===== TASK INPUT

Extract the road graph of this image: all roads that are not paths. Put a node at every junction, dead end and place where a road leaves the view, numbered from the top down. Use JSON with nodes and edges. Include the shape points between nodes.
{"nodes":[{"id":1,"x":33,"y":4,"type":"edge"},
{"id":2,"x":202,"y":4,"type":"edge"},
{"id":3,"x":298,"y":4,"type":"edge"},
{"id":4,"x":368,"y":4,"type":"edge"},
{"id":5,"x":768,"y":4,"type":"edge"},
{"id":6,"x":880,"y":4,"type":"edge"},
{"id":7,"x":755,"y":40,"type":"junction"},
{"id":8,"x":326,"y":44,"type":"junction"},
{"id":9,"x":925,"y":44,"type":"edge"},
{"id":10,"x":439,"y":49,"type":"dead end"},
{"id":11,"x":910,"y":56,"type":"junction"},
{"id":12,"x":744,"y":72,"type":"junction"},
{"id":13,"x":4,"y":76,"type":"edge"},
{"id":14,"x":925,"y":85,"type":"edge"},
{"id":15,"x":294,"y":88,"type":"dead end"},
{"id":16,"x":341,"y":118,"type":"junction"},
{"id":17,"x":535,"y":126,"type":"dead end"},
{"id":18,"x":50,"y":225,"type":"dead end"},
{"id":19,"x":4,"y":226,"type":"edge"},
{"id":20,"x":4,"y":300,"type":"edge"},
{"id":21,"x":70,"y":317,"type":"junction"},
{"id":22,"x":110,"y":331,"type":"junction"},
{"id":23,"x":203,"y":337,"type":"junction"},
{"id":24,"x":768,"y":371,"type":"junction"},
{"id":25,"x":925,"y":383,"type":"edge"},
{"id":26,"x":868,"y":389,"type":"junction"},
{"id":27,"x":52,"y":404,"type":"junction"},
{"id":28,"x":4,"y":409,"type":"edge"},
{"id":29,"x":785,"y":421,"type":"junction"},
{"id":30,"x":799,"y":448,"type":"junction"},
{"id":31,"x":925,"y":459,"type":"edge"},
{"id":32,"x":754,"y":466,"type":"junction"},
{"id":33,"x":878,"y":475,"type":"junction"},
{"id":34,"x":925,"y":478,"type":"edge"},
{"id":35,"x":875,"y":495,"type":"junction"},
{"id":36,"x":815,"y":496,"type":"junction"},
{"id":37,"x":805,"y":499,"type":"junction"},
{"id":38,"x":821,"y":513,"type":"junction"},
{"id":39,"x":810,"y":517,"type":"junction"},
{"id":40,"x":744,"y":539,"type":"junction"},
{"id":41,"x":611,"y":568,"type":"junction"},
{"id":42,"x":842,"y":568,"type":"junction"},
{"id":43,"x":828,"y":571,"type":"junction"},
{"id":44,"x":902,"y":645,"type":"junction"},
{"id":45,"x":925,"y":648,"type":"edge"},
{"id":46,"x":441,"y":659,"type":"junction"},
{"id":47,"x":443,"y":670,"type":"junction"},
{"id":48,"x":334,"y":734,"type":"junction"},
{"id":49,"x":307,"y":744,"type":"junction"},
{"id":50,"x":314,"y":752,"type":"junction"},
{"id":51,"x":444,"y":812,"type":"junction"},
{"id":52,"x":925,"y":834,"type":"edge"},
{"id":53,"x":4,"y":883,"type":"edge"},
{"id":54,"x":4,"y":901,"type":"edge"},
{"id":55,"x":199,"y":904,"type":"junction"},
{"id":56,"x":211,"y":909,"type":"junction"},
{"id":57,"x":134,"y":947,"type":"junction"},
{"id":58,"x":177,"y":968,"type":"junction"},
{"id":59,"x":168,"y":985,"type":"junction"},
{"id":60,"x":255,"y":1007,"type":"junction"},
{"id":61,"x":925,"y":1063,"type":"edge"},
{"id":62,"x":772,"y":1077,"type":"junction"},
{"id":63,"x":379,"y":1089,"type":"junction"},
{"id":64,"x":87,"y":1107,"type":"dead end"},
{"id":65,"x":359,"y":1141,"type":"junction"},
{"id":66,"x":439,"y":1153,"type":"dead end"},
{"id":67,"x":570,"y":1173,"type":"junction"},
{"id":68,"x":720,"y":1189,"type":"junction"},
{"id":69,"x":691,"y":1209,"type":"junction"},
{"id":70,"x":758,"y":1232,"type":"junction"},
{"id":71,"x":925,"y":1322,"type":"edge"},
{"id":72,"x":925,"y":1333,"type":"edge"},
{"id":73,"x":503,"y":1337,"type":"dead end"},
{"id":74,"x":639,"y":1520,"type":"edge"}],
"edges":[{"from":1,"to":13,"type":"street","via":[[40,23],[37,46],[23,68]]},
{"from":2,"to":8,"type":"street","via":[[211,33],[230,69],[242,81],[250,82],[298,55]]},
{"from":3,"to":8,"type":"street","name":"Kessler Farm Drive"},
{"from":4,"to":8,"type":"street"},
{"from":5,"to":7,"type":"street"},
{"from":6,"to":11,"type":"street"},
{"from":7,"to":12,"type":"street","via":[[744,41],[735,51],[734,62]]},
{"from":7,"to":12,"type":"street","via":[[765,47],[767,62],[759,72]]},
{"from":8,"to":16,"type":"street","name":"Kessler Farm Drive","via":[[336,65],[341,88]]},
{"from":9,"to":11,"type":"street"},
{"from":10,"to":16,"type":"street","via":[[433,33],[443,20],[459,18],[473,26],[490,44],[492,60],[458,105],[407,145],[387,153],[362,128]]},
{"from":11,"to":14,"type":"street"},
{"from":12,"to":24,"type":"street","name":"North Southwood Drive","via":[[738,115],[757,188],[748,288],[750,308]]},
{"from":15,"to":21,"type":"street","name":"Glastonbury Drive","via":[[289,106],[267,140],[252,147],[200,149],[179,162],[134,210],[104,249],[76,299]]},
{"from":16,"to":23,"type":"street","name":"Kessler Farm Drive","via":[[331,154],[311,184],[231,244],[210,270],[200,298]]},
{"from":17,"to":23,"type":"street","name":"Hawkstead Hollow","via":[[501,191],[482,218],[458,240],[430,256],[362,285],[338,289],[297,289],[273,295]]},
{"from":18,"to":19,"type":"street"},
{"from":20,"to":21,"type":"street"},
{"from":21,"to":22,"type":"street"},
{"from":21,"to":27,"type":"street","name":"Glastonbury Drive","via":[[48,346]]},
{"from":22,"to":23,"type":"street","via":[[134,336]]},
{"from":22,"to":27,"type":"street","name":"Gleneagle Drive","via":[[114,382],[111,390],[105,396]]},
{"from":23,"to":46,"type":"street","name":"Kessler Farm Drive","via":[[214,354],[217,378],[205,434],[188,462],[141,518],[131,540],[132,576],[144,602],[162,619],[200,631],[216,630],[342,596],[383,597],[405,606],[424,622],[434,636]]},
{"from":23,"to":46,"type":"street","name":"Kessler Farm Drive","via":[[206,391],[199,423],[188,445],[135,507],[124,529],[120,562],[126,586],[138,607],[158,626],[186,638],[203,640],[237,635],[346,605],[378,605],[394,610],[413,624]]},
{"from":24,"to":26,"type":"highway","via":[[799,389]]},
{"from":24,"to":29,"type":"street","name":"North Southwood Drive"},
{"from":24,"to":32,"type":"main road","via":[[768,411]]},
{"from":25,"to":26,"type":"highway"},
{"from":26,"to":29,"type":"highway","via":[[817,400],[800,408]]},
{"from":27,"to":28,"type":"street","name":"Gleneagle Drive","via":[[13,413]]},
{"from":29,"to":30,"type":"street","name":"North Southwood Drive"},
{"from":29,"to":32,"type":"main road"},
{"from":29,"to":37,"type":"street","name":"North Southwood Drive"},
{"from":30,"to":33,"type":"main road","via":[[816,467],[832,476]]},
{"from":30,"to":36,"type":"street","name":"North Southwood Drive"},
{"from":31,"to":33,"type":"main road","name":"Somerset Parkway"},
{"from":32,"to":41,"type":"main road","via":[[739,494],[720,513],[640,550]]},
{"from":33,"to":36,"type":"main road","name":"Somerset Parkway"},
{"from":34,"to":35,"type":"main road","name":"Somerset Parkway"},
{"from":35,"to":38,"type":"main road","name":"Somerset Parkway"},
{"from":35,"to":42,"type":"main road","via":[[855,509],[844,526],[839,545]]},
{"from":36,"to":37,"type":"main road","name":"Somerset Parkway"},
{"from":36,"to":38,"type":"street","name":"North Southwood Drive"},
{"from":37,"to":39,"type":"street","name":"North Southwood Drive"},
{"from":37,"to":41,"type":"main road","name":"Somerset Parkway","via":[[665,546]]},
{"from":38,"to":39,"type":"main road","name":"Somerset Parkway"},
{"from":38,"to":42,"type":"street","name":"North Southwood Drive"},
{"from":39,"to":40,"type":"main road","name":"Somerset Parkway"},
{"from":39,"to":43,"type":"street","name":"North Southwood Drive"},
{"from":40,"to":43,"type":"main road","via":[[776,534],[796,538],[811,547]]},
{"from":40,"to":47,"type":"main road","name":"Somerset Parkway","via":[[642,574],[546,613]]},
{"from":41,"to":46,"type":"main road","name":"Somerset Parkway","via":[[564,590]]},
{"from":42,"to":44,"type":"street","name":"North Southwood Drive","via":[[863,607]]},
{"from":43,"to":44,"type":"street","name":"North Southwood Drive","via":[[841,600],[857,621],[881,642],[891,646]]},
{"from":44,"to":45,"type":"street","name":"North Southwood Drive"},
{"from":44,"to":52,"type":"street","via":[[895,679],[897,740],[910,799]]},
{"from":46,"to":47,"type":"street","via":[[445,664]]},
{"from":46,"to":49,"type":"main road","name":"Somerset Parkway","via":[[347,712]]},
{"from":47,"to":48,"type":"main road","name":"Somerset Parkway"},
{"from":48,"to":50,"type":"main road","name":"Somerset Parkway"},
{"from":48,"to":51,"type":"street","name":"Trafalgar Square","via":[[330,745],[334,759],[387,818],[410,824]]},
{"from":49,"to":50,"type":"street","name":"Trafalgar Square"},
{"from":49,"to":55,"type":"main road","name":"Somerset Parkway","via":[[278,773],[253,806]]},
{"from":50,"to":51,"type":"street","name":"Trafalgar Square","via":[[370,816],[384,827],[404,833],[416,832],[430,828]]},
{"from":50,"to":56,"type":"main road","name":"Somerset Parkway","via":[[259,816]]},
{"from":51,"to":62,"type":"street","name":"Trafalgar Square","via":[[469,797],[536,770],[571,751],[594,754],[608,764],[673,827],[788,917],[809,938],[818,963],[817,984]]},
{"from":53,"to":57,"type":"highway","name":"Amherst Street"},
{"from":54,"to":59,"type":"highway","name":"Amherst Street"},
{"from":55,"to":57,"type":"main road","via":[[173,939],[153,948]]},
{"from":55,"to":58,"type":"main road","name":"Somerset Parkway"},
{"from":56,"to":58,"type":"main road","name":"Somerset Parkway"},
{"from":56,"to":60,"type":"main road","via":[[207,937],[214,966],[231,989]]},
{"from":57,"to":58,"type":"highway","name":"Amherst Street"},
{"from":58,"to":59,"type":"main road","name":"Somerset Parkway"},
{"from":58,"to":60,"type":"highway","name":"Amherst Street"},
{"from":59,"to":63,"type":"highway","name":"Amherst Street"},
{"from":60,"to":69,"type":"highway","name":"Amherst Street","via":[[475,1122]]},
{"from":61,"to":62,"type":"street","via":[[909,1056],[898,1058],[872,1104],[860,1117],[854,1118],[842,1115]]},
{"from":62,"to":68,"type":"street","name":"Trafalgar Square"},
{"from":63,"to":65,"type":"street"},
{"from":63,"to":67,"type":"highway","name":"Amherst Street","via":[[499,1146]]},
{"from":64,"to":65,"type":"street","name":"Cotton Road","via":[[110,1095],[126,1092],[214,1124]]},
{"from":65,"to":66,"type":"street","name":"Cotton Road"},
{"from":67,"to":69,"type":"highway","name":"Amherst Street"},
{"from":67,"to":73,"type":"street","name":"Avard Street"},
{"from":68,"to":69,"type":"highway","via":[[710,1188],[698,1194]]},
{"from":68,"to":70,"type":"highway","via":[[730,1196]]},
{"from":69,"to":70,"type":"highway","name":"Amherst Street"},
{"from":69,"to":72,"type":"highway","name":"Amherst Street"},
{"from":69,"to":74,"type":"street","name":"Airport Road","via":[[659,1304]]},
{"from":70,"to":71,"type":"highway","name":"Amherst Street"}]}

==========

§ TASK DIRECTIONS:
Find the lines of the listing above that hold "dead". Please copy them.

§ RESPONSE TO THIS EXERCISE:
Extract the road graph of this image: all roads that are not paths. Put a node at every junction, dead end and place where a road leaves the view, numbered from the top down. Use JSON with nodes and edges. Include the shape points between nodes.
{"id":10,"x":439,"y":49,"type":"dead end"},
{"id":15,"x":294,"y":88,"type":"dead end"},
{"id":17,"x":535,"y":126,"type":"dead end"},
{"id":18,"x":50,"y":225,"type":"dead end"},
{"id":64,"x":87,"y":1107,"type":"dead end"},
{"id":66,"x":439,"y":1153,"type":"dead end"},
{"id":73,"x":503,"y":1337,"type":"dead end"},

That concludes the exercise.